Baseball, can and should be that, but over the years as a culture and a country we have largely abandoned it in favor of more violent, and supposedly faster paced sports like football, which should be more honestly named slow paced, up-armored Rugby. True football is what we call soccer, a sport where every player, not just the kicker and punter can kick the ball, and where use of the hands to stop the ball by anyone except the goalkeeper is a penalty.
There is a lot going on in the world and in our country worth writing about today. I could write about the coming impeachment trials, the Democratic Party presidential race to the first primaries and caucuses, the crisis with Iran. They are all worthy of writing about. However, something troubles me more, because the issue goes to the heart of who we are as Americans, and what we have lost. That was revealed in the last few days when it was revealed that the Houston Astros and quite likely the Boston Red Sox have been implicated in a scandal that goes to the heart of the game, and to the heart of us as a people, and it is reflected in our culture, our politics, our religion, and the way we do life.
In the film Field of Dreams, James Earl Jones playing the character Terrance Mann, loosely based on the great author J. D. Salinger remarked:
The one constant through all the years has been baseball. America has rolled by like an army of steamrollers. It’s been erased like a blackboard, rebuilt, and erased again. But baseball has marked the time. This field, this game, is a part of our past. It reminds us of all that once was good, and what could be again.
But the latest scandal involving the upper management of the Astros and Red Sox has probably done more damage to the game than the 1918 Black Sox scandal, and the Steroid Era combined. This time upper management used technology to compromise themselves, their players, and the game itself. No member of the Astros and Red Sox World Series winning teams will escape question, including some of the best recent and young players to have played the game. The actions of A. J. Hinch, Alex Cora, Carlos Beltran and Jeff Luhnow, as well as others certainly to be implicated have harmed the game, and show the depravity of our win at all costs culture, embodied so well by President Donald Trump and our business elites. In sports this has best been seen in the NFL and both the NCAA Football and Basketball organizations, where it is all about winning, and money, with little regard for the players.

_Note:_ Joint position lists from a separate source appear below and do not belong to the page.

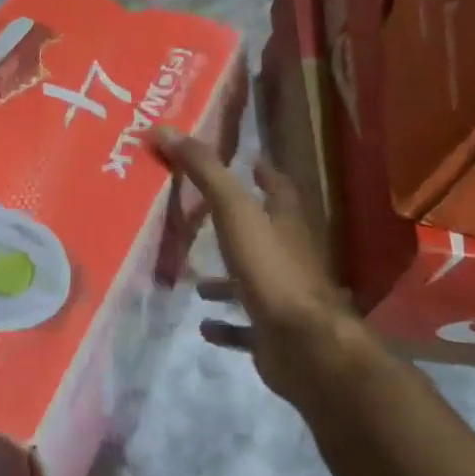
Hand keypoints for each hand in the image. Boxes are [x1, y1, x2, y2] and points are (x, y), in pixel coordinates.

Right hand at [153, 126, 360, 409]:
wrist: (307, 346)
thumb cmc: (272, 270)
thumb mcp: (234, 211)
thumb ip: (204, 172)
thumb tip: (167, 129)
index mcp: (285, 223)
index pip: (279, 188)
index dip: (264, 173)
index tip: (248, 162)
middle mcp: (288, 256)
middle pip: (263, 234)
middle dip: (236, 227)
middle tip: (200, 219)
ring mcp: (283, 298)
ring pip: (251, 281)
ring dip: (225, 280)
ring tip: (193, 279)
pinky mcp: (273, 334)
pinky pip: (245, 327)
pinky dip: (226, 325)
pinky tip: (203, 324)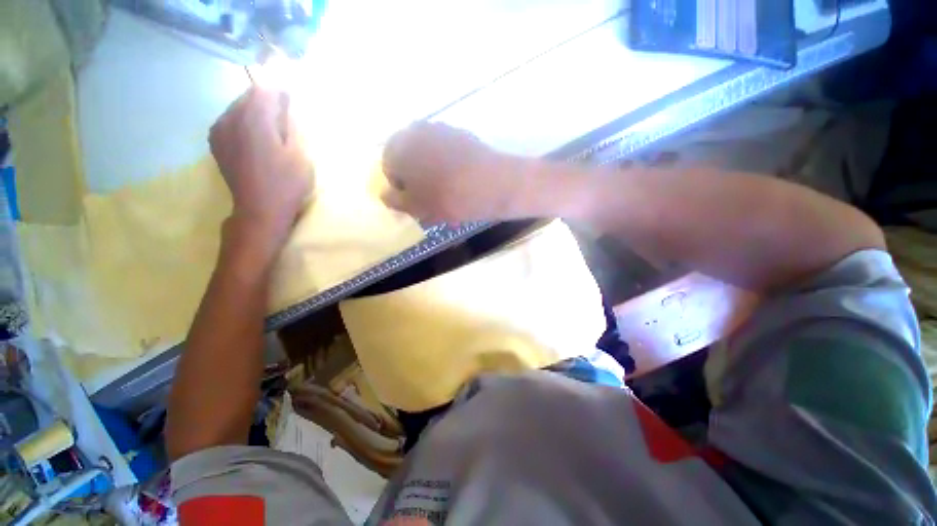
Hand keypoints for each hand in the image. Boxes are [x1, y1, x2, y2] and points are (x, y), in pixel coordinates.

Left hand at [210, 87, 312, 239]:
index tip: (293, 99)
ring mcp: (219, 129)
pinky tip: (256, 136)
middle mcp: (231, 117)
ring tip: (272, 126)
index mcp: (254, 119)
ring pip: (238, 106)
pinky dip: (244, 120)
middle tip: (285, 114)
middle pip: (249, 95)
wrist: (259, 209)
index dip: (280, 91)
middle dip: (267, 99)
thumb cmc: (286, 183)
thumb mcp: (299, 154)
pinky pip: (230, 119)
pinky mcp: (216, 140)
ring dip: (255, 110)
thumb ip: (291, 124)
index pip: (265, 89)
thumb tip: (286, 104)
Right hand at [381, 122, 524, 222]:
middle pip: (409, 159)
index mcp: (398, 148)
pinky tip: (461, 182)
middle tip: (432, 200)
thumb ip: (395, 201)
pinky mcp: (462, 133)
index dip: (402, 189)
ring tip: (449, 193)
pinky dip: (448, 166)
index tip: (417, 203)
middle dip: (417, 180)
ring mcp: (441, 129)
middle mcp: (416, 131)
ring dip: (433, 173)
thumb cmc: (447, 198)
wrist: (492, 184)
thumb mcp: (416, 207)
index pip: (389, 169)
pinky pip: (446, 152)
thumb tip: (386, 194)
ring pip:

With the evidence released when the Mets parted ways with Carlos Beltran after he was named in, but not suspended by MLB in their investigation of the Astros sign stealing scandal. At the time Beltran was a player, but video showed him along with other players watching the videos from the Center Field Camera as signals were being sent to batters. Another whistleblower revealed that at least some, if not all Astros batters had a buzzer embedded in their uniforms to alert them to the type of pitch coming.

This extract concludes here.